Required work =
These entries are to be set down again exactly.

Supplied information =
((

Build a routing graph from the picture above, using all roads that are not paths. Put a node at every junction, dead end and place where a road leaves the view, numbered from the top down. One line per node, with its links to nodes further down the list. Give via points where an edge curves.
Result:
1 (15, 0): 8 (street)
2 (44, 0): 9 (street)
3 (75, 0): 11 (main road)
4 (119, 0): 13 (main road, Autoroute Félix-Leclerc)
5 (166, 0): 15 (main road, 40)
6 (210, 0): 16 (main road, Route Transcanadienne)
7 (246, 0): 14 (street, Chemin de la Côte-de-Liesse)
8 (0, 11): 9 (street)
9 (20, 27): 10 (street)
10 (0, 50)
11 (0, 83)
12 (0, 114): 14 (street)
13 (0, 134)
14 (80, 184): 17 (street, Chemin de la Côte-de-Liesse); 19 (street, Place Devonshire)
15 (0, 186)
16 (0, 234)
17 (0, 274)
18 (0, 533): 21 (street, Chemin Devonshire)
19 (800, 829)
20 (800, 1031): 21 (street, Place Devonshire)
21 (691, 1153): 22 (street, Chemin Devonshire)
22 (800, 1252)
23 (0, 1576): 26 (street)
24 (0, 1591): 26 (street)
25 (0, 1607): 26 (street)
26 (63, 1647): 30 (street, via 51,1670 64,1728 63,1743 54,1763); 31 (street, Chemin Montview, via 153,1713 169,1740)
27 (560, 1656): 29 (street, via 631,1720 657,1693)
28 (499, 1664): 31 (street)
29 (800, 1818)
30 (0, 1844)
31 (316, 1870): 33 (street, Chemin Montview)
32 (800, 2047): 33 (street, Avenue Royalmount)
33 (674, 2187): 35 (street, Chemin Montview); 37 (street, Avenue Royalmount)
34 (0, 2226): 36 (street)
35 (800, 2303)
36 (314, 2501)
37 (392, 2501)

))

Exercise output =
Build a routing graph from the picture above, using all roads that are not paths. Put a node at every junction, dead end and place where a road leaves the view, numbered from the top down. One line per node, with its links to nodes further down the list. Give via points where an edge curves.
Result:
1 (15, 0): 8 (street)
2 (44, 0): 9 (street)
3 (75, 0): 11 (main road)
4 (119, 0): 13 (main road, Autoroute Félix-Leclerc)
5 (166, 0): 15 (main road, 40)
6 (210, 0): 16 (main road, Route Transcanadienne)
7 (246, 0): 14 (street, Chemin de la Côte-de-Liesse)
8 (0, 11): 9 (street)
9 (20, 27): 10 (street)
10 (0, 50)
11 (0, 83)
12 (0, 114): 14 (street)
13 (0, 134)
14 (80, 184): 17 (street, Chemin de la Côte-de-Liesse); 19 (street, Place Devonshire)
15 (0, 186)
16 (0, 234)
17 (0, 274)
18 (0, 533): 21 (street, Chemin Devonshire)
19 (800, 829)
20 (800, 1031): 21 (street, Place Devonshire)
21 (691, 1153): 22 (street, Chemin Devonshire)
22 (800, 1252)
23 (0, 1576): 26 (street)
24 (0, 1591): 26 (street)
25 (0, 1607): 26 (street)
26 (63, 1647): 30 (street, via 51,1670 64,1728 63,1743 54,1763); 31 (street, Chemin Montview, via 153,1713 169,1740)
27 (560, 1656): 29 (street, via 631,1720 657,1693)
28 (499, 1664): 31 (street)
29 (800, 1818)
30 (0, 1844)
31 (316, 1870): 33 (street, Chemin Montview)
32 (800, 2047): 33 (street, Avenue Royalmount)
33 (674, 2187): 35 (street, Chemin Montview); 37 (street, Avenue Royalmount)
34 (0, 2226): 36 (street)
35 (800, 2303)
36 (314, 2501)
37 (392, 2501)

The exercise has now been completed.